▶ **Your goal**: For each line in the data below that has the word "Dora", copy that line.

(Saved data entries)
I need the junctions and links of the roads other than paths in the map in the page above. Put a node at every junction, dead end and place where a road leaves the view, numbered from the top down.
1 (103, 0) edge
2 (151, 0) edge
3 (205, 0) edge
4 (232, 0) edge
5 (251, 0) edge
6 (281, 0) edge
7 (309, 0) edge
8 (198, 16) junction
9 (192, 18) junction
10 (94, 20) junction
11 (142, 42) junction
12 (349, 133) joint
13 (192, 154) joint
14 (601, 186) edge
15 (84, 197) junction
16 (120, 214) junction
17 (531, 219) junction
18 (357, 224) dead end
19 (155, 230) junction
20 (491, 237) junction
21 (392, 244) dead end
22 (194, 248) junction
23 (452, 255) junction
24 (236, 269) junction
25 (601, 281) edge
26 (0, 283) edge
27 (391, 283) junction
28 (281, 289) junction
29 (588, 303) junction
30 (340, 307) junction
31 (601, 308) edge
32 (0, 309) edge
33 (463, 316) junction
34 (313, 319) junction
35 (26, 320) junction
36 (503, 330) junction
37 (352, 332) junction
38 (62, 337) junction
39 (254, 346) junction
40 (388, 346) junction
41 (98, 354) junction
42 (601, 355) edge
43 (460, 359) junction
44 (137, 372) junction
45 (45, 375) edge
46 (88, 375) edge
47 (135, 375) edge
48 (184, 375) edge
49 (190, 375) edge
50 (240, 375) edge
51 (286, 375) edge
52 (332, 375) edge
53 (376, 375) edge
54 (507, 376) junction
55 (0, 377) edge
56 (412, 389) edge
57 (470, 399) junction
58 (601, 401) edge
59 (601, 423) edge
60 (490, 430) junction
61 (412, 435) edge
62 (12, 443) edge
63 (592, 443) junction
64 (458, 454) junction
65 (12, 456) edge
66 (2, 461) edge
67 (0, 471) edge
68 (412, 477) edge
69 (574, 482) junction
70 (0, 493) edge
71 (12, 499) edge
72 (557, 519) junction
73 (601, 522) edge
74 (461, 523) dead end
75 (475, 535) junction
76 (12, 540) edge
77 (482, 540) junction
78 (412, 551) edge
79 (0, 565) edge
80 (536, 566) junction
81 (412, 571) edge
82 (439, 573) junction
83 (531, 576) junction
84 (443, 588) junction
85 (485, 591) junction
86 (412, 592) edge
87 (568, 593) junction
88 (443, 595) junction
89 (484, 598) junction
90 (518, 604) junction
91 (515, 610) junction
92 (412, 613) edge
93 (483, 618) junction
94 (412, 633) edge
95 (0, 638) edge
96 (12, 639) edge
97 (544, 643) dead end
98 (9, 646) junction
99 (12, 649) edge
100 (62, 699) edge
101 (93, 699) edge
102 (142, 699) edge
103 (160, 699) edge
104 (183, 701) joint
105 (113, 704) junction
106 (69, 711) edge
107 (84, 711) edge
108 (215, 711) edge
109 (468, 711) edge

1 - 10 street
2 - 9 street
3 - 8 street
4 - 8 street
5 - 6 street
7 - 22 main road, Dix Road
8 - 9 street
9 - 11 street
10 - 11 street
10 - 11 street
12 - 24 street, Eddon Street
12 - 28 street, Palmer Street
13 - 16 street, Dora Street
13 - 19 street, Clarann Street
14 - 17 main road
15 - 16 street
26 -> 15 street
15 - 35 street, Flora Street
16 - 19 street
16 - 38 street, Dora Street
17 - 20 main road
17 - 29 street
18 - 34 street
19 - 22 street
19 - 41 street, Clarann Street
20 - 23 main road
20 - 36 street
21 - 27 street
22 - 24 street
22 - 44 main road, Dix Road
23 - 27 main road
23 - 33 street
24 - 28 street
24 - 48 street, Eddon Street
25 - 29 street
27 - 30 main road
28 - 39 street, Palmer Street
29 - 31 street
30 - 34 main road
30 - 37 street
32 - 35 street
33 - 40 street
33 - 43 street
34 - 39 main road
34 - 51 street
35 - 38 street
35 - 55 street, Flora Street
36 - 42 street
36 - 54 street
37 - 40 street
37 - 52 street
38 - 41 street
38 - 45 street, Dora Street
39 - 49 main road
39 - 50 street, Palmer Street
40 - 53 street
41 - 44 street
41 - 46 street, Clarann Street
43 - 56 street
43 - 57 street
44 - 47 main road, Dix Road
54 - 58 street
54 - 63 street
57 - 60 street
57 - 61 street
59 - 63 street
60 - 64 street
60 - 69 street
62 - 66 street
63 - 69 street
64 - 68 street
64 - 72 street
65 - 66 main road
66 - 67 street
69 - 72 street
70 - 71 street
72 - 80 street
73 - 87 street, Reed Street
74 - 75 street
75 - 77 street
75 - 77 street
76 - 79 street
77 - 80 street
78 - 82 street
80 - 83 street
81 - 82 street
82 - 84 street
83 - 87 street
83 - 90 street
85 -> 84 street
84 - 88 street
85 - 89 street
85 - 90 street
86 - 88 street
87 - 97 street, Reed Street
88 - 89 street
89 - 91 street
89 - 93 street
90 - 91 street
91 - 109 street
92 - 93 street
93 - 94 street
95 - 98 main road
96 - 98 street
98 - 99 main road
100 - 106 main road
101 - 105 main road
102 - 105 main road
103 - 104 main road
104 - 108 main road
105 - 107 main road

▶ **Solution for this problem**:
13 - 16 street, Dora Street
16 - 38 street, Dora Street
38 - 45 street, Dora Street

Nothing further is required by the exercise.